> Brief:
Write out the records word for word.
Start of Information provided
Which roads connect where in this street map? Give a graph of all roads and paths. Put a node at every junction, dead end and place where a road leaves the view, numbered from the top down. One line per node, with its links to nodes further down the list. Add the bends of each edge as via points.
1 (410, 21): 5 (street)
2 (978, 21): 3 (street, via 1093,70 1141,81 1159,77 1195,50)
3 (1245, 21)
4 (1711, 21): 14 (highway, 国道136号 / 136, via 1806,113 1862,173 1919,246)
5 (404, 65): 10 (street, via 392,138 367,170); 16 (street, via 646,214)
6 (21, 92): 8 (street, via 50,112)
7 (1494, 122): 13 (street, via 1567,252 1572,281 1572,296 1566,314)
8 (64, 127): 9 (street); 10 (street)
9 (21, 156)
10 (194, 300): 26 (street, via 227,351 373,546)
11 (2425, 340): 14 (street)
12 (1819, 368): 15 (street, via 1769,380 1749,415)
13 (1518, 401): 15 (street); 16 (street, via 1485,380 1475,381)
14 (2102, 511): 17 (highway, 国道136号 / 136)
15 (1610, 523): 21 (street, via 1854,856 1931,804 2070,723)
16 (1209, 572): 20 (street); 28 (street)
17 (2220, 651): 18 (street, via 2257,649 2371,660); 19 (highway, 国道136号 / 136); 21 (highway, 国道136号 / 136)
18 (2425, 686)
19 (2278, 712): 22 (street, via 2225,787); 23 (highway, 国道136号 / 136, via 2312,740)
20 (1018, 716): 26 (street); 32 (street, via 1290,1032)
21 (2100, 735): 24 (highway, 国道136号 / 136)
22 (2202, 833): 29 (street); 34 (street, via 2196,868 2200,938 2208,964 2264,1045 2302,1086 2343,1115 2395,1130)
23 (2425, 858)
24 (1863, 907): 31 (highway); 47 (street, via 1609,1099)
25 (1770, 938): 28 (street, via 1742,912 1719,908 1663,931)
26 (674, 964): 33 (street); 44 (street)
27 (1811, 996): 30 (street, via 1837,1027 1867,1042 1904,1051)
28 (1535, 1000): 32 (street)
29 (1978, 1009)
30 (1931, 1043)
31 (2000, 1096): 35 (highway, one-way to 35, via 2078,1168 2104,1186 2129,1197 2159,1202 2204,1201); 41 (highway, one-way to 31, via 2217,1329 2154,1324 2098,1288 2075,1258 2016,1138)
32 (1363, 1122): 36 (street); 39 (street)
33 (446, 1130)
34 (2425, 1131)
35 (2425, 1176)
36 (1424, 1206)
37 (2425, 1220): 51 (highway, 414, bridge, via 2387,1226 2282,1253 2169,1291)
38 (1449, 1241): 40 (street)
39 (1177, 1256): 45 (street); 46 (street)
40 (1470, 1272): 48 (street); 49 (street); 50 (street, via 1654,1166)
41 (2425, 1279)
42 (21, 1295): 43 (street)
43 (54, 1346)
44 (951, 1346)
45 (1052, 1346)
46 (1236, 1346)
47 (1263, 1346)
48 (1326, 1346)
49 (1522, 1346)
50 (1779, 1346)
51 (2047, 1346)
End of Information provided
> Problem solution:
Which roads connect where in this street map? Give a graph of all roads and paths. Put a node at every junction, dead end and place where a road leaves the view, numbered from the top down. One line per node, with its links to nodes further down the list. Add the bends of each edge as via points.
1 (410, 21): 5 (street)
2 (978, 21): 3 (street, via 1093,70 1141,81 1159,77 1195,50)
3 (1245, 21)
4 (1711, 21): 14 (highway, 国道136号 / 136, via 1806,113 1862,173 1919,246)
5 (404, 65): 10 (street, via 392,138 367,170); 16 (street, via 646,214)
6 (21, 92): 8 (street, via 50,112)
7 (1494, 122): 13 (street, via 1567,252 1572,281 1572,296 1566,314)
8 (64, 127): 9 (street); 10 (street)
9 (21, 156)
10 (194, 300): 26 (street, via 227,351 373,546)
11 (2425, 340): 14 (street)
12 (1819, 368): 15 (street, via 1769,380 1749,415)
13 (1518, 401): 15 (street); 16 (street, via 1485,380 1475,381)
14 (2102, 511): 17 (highway, 国道136号 / 136)
15 (1610, 523): 21 (street, via 1854,856 1931,804 2070,723)
16 (1209, 572): 20 (street); 28 (street)
17 (2220, 651): 18 (street, via 2257,649 2371,660); 19 (highway, 国道136号 / 136); 21 (highway, 国道136号 / 136)
18 (2425, 686)
19 (2278, 712): 22 (street, via 2225,787); 23 (highway, 国道136号 / 136, via 2312,740)
20 (1018, 716): 26 (street); 32 (street, via 1290,1032)
21 (2100, 735): 24 (highway, 国道136号 / 136)
22 (2202, 833): 29 (street); 34 (street, via 2196,868 2200,938 2208,964 2264,1045 2302,1086 2343,1115 2395,1130)
23 (2425, 858)
24 (1863, 907): 31 (highway); 47 (street, via 1609,1099)
25 (1770, 938): 28 (street, via 1742,912 1719,908 1663,931)
26 (674, 964): 33 (street); 44 (street)
27 (1811, 996): 30 (street, via 1837,1027 1867,1042 1904,1051)
28 (1535, 1000): 32 (street)
29 (1978, 1009)
30 (1931, 1043)
31 (2000, 1096): 35 (highway, one-way to 35, via 2078,1168 2104,1186 2129,1197 2159,1202 2204,1201); 41 (highway, one-way to 31, via 2217,1329 2154,1324 2098,1288 2075,1258 2016,1138)
32 (1363, 1122): 36 (street); 39 (street)
33 (446, 1130)
34 (2425, 1131)
35 (2425, 1176)
36 (1424, 1206)
37 (2425, 1220): 51 (highway, 414, bridge, via 2387,1226 2282,1253 2169,1291)
38 (1449, 1241): 40 (street)
39 (1177, 1256): 45 (street); 46 (street)
40 (1470, 1272): 48 (street); 49 (street); 50 (street, via 1654,1166)
41 (2425, 1279)
42 (21, 1295): 43 (street)
43 (54, 1346)
44 (951, 1346)
45 (1052, 1346)
46 (1236, 1346)
47 (1263, 1346)
48 (1326, 1346)
49 (1522, 1346)
50 (1779, 1346)
51 (2047, 1346)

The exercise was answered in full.